The best semantics I can come up with (based on discussions with
Richard) for inline asm and namespace scope internal linkage variables
in modular headers is to emit them into all users and never into modular
objects.
The reason for this is that such asm might create important symbols
(like the iostreams global initializer) that can only be produced if the
submodule is used (doesn't strictly apply to inline asm, as such - which
is currently emitted if the module is used at all (regardless of
submodules) I think). This does mean that if any modular code does use
these entities it will be ill formed/NDR (link error, generally) for
now. It could be diagnosed at parse/module-creation time.
This change has a bit of refactoring to allow this to work for inline
asm (& to work more efficiently for internal linkage namespace-scope
variables). Making the MODULAR_CODEGEN_DECLS and
EAGERLY_DESERIALIZED_DECLS distinct. Not only does this allow the
modular codegen not to needlessly deserialize and then ignore the
eagerly deserialized decls, it also allows there to be eagerly
deserialized decls that modular codegen never sees - such as inline asm.
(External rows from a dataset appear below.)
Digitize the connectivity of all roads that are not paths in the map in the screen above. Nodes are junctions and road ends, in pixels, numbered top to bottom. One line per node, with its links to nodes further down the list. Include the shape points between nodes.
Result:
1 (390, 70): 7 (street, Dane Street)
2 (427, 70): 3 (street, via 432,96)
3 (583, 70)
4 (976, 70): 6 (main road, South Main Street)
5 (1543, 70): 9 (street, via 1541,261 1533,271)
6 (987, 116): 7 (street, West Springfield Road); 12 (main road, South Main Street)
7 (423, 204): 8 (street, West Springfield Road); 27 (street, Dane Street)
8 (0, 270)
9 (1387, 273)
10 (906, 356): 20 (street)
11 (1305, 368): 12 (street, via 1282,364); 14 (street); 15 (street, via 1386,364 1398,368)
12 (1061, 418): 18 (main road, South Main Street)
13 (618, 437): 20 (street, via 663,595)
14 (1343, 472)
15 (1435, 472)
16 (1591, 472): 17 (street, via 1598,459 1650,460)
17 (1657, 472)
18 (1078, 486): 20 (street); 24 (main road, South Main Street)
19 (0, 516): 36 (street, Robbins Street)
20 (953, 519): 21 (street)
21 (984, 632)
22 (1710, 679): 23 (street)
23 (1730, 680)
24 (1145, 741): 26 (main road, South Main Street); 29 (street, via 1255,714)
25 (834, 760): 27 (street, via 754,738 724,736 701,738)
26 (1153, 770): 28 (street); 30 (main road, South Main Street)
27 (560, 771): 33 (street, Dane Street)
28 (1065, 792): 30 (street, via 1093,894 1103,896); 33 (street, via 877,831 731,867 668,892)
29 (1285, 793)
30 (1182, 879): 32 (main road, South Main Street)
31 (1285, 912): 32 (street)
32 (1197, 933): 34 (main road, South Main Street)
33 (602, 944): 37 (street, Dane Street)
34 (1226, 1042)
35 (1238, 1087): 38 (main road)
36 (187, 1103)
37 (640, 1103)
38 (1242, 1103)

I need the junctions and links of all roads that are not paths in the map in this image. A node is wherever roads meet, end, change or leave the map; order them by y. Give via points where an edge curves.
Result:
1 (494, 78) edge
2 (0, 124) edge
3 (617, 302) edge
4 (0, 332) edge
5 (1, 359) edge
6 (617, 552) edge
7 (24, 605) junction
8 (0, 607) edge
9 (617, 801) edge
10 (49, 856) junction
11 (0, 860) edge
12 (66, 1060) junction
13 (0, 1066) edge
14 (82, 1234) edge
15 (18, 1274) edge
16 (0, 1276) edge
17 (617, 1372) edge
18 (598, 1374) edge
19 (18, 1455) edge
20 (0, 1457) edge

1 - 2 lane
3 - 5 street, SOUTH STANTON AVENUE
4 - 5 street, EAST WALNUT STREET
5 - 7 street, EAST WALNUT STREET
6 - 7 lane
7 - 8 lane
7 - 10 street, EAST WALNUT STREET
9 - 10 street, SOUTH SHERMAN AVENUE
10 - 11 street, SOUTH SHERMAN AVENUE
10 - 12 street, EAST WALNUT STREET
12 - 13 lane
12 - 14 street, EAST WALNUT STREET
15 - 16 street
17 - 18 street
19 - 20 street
(if this isn't the right design - if the absence of an entry in
eagerly/modular codegen shouldn't produce different behavior (ie: it
should only be an optimization) happy to make this work
differently/harder by making sure inline asm can be filtered, even if it
were loaded)
This change does a little work to preserve a scenario that it probably
doesn't need to: 'classic' AST codegen. There's a few tests
(test/Frontend/ast-*) that verify that the codegen of a serialized AST
file (without -fmodules-codegen) produces basically the same code as if
the AST hadn't been serialized. Is this important? Should we kill off
those tests & not worry about it? (this behavior is preserved by still
respecting the EAGERLY_DESERIALIZED_DECLS when deserializing an AST file
if it doesn't contain MODULAR_CODEGEN_DECLS).